Elements of the first three-quarters and all of the last quarter clearly borrow from Journey to the West. The monkey is presented as a shape-shifting immortal, for he changes into a fisherman and lives until the Tang dynasty. His aversion to water in the tale is a common trope throughout the novel, such as when Sun Wukong uses water-propelling magic or relies on others to fight water-based monsters. [2] The golden club is the Monkey King’s “As-you-will” gold-banded cudgel retrieved from the undersea dragon kingdom. This in turn identifies the dragon king as Ao Guang, the ruler of the Eastern Sea (fig. 2). The unnamed “Tang dynasty emperor”, Tang Taizong in Journey to the West, replaces the monk Tripitaka originally sent to retrieve holy scriptures. The monkey’s imprisonment inside the emperor-turned-mountain is based on Sun’s imprisonment under Five Elements Mountain in the novel, complete with a written amulet weighing the landmass down.

The monarch’s transformation into a mountain is particularly interesting to me, for I don’t recall ever reading any Asian folklore featuring such an event. I know of at least one instance of a hero in ancient European folklore being changed into a mountain as punishment (see fig. 5 in my article here). However, our tale presents the ruler’s transformation as a willing metamorphosis. The Miao consider mountains to be living beings, [3] having “heads, feet, hands, eyes, ears, hearts, breasts, veins, and arteries” (Graham, 1954, p. 9). Therefore, the mountain is a macrocosm of the human body, making the transformation one of degree and not kind. But this portion of the narrative remains a mystery to me as the original intended outcome was “switch[ing] likenesses.” I take this to mean that the monkey would look like the emperor and visa versa.

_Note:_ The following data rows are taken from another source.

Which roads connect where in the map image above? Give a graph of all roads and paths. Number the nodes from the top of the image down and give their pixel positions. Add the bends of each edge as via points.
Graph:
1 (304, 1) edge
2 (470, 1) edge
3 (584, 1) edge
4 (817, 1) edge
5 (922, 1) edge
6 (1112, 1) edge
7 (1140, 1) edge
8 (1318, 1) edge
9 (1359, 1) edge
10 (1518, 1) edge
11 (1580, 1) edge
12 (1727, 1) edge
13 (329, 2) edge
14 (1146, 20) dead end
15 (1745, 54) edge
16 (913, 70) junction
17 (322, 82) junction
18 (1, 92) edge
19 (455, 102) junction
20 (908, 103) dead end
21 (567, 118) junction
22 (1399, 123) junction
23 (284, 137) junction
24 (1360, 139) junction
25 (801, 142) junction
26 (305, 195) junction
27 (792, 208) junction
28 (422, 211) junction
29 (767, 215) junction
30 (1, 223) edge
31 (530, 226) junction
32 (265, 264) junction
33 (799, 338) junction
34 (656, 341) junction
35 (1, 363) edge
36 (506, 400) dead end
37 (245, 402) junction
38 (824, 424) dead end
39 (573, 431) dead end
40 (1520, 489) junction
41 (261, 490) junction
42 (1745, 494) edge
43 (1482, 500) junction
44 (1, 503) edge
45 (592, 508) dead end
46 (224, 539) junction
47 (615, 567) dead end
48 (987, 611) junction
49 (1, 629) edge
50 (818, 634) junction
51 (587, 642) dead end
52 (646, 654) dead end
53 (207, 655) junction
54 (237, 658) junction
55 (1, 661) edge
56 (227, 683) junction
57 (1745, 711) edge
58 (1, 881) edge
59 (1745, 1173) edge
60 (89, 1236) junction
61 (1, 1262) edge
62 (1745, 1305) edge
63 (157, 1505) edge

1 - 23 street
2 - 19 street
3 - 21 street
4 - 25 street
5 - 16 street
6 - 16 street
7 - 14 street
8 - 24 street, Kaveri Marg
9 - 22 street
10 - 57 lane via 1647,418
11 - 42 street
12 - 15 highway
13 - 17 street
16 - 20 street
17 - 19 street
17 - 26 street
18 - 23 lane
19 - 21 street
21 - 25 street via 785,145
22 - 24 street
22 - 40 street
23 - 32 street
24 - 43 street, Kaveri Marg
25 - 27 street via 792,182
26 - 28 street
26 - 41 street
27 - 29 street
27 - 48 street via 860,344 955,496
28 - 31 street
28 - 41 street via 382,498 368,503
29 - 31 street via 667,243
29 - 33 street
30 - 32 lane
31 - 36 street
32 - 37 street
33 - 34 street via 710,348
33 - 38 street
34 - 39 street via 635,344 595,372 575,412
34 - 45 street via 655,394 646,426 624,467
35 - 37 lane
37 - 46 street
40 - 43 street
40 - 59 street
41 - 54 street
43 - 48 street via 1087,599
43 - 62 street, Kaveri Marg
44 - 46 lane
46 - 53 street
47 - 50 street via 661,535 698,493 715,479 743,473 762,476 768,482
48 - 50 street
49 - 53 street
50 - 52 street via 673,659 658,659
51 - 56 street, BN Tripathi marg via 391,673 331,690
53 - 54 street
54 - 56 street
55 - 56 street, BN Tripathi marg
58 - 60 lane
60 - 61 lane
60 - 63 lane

Does this imply the primate was keen on usurping the throne and the monarch then used his transformation as a deterrent?

II. Monkey progenitors

The Monkey King’s inclusion in Miao folklore should come as no surprise since monkeys play an important role in their mythology. They believe humans are descended from a pair of monkeys who broke off their tails by accident and eventually evolved human features (Graham, 1954, p. 204). As explained in this article, having a monkey ancestor is a common belief among the various ethnic groups of Tibet and southwestern China. Sun Wukong also appears in the legends of the neighboring (and related) Qiang people of Sichuan.


Updated: 04-26-21

Author David Leffman was kind enough to ask his Miao friend of southeast Guizhou about this story. This is their response:

I feel personally that this story is maybe created recently by someone who want to find a reason to give better explanation of her embroidery. In our folk story we have monkey which is smart, used to play prank joke with human being Jiangyang. And Miao don’t have chronology, not even annals, never knew anything about Tang Dynasty which should be aliens for them. And in the history Miao lived away from Han Chinese, almost no contact except those who were called Shu Miao, the cooked ones in west Hunnan and some in east Guizhou, like Sheng Chongwen, the famous writer who grew up in Fenghuang ancient town. Then those Shu Miao may get some influence and confuse those Han Chinese culture as their own.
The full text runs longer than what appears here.